Two papers demonstrated negative health impacts. In a review paper, Walker et al. [27] reported evidence that participation in some CS activities poses health and safety risks to participants (e.g. conservation monitoring in remote and/or dangerous locations), while Simmons et al. [187] documented a risk of burnout and ‘secondary trauma’ to participants in an online crowd crisis-mapping project that was used to provide real-time emergency response in the aftermath of a disaster.

3.2.7. Trust and attitudes toward research

Several papers (12) demonstrated the impact of CS in terms of trust between scientists and others, and attitudes toward research in general. Bruckermann et al. [191], Christoffel [45] and Price & Lee [119] provide evidence that participation in CS leads to more positive attitudes toward research. Other studies have demonstrated that CS establishes trust between researchers and other stakeholders [45,82,112,140,149,178,190,192], and that it increases trust in research [102] and in local knowledge [27]. Yet, as Walker et al. [27] point out in their review paper, there is also evidence that trust between researchers and other stakeholders can be damaged through CS when problems amongst stakeholders or with the project outcomes arise.

4. Discussion

The primary aim of this scoping review was to identify and synthesize the evidence of the societal impact of OS (RQ1). Our findings show that OS generates societal impact in terms of education and awareness, climate and environment, engagement, policy and governance, equity and empowerment, health, and trust and attitudes toward research. These impacts are primarily direct, yet some indirect impacts were also identified (table 6) (SRQ1). Here, by ‘direct impacts’, we refer to those that are directly created by an OS practice, like how participation in a CS initiative leads to changes in behaviour related to the issue in focus by the initiative. By ‘indirect impacts’, we refer to those that follow on from a direct impact. For example, biodiversity or pollution in a community may be positively impacted by changes to behaviour that directly stem from participating in a CS initiative.

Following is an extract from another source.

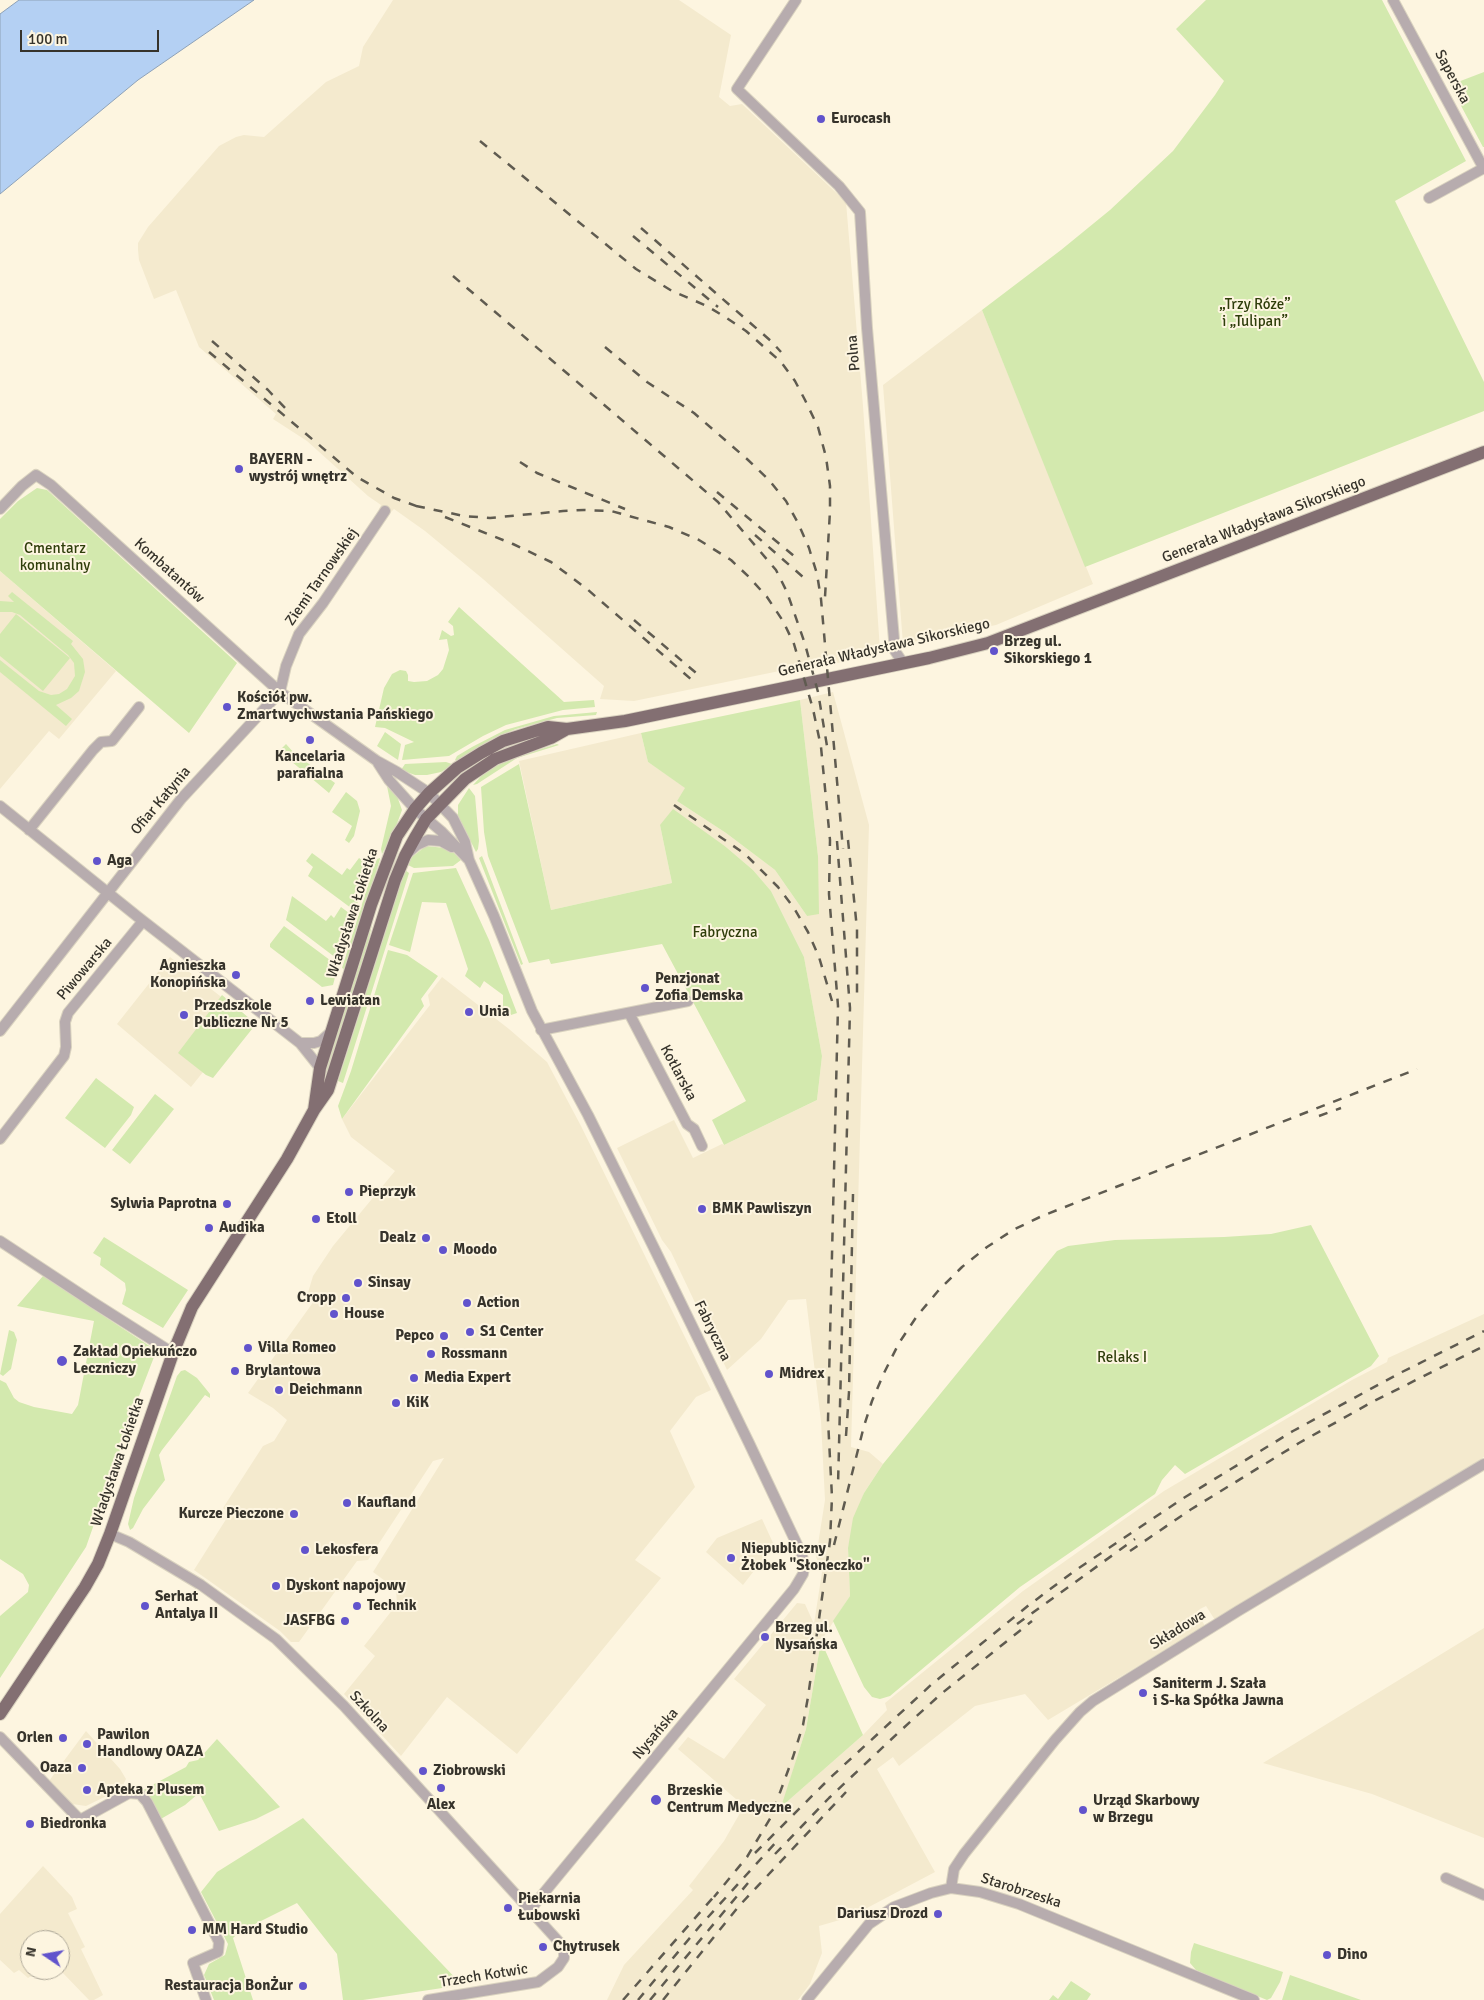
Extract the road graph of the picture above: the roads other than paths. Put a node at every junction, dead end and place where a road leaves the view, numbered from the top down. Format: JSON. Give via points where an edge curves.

Notably, our findings also show that the evidence presented in table 6 is primarily attributed to the impact of CS, specifically, with some evidence of impact from OA publishing and little evidence for other aspects of OS (table 2). The evidence is also clustered within particular types of impact, with most of it showing impact in education and awareness, climate and environment, and engagement (table 2). We emphasize that these findings indicate what is currently evidenced in the literature surveyed here, and that it is likely that more and other societal impacts from OS exist, both direct and indirect. It appears, though, that they have either not yet been studied and/or documented, or that we did not find them with the methods we deployed. Wehn et al. [226] offer some insight into why the dearth of evidence of OS impact in changing policy or fostering new policy exists, for example. They point out that the ‘increasing complexity and opacity of policy-making processes’, coupled with the often long time gap between the conclusion of a project and anything that may manifest in policy as a result, make it hard to establish this type of causal impact (driven by CS, in their case). We turn our attention to additional barriers to assessing impact later in this discussion.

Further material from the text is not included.